What this task involves:
Check each line of the data below for the string "Martin", then report how many lines have it and nothing else.

Task inputs:

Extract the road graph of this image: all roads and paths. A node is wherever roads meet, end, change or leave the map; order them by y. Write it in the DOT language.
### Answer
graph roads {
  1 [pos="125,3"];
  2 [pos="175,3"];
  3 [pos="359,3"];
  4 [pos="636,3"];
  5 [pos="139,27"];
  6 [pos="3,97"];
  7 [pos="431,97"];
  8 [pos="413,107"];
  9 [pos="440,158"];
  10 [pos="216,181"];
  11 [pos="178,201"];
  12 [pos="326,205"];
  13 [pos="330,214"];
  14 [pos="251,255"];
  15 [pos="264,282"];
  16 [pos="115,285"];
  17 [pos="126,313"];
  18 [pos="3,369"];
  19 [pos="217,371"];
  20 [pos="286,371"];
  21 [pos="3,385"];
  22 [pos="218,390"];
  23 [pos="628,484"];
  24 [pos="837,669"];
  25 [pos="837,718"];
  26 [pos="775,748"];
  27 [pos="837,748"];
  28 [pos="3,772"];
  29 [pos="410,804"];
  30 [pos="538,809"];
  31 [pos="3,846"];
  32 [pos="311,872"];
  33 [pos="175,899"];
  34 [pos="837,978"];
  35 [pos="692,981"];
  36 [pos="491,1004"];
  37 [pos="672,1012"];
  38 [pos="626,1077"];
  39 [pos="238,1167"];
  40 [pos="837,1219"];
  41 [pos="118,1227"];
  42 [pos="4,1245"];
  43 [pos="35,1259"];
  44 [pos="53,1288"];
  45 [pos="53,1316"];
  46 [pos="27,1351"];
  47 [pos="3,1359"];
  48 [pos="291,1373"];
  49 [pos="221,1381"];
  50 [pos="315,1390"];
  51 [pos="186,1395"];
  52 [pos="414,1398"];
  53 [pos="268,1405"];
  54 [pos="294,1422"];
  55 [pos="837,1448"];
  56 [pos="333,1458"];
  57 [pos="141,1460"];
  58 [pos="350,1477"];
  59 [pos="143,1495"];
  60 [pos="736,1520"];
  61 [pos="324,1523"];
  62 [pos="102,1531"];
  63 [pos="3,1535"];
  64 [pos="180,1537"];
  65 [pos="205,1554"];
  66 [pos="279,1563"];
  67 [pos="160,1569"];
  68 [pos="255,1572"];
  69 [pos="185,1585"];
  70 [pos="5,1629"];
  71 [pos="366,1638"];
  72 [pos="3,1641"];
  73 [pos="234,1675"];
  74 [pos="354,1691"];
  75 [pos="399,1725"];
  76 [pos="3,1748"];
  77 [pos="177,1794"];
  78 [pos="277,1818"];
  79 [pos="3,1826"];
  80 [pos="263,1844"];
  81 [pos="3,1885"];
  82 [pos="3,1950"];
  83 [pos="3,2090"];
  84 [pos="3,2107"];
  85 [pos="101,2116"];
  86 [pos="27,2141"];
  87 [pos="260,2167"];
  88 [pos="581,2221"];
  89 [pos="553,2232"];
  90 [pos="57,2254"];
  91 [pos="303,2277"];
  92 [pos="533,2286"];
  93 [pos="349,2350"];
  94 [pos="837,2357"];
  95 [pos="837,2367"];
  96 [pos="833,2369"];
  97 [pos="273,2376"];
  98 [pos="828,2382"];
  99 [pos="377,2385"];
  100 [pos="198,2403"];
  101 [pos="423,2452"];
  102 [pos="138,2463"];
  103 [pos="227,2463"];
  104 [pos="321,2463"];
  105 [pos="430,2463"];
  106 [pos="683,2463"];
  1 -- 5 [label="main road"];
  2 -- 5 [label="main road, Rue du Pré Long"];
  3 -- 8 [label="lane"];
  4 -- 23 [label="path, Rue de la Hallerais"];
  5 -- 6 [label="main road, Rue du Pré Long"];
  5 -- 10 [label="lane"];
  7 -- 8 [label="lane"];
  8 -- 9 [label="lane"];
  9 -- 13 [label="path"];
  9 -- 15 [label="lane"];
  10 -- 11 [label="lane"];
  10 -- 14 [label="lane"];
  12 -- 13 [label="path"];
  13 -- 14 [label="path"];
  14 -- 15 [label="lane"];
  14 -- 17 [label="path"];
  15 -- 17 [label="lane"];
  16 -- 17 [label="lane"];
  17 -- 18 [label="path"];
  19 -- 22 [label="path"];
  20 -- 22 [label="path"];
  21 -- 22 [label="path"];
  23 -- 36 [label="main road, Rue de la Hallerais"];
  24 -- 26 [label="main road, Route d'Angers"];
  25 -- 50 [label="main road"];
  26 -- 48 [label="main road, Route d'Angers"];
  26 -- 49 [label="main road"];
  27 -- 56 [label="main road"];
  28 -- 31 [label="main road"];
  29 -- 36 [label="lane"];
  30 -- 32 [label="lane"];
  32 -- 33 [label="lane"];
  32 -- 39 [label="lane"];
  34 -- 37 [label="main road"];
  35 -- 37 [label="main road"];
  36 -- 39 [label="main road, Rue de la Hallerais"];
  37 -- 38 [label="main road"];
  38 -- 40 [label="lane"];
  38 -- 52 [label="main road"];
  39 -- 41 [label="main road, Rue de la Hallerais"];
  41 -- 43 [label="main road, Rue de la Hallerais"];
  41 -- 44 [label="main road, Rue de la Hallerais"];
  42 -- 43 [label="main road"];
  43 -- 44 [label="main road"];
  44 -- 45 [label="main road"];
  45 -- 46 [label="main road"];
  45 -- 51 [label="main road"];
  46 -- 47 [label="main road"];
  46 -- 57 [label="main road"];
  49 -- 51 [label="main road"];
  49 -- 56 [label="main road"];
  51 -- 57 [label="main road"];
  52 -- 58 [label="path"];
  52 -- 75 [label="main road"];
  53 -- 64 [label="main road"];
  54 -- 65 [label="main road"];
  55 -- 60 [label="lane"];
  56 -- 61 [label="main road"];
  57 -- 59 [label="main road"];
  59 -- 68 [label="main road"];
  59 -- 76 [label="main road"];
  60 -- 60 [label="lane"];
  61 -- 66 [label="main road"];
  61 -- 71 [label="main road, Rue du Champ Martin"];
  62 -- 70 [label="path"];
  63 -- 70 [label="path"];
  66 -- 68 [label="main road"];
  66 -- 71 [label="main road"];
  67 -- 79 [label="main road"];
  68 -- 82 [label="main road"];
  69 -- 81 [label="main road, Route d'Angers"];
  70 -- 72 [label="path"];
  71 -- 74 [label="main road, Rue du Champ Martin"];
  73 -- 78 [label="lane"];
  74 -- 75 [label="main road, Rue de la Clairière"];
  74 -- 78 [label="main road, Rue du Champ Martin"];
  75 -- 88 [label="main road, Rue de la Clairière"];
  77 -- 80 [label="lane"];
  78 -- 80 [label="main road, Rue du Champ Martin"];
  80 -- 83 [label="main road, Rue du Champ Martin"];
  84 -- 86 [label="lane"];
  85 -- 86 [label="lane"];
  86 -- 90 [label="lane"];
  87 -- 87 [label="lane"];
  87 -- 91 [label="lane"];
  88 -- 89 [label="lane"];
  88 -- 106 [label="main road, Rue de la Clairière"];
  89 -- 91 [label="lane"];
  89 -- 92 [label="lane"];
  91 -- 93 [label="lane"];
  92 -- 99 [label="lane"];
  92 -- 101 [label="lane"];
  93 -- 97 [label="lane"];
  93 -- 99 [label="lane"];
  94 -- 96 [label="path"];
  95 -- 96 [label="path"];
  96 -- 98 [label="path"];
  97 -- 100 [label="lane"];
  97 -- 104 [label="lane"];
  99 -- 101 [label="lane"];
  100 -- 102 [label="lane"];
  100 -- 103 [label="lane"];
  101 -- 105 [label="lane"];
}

Solved exercise:
5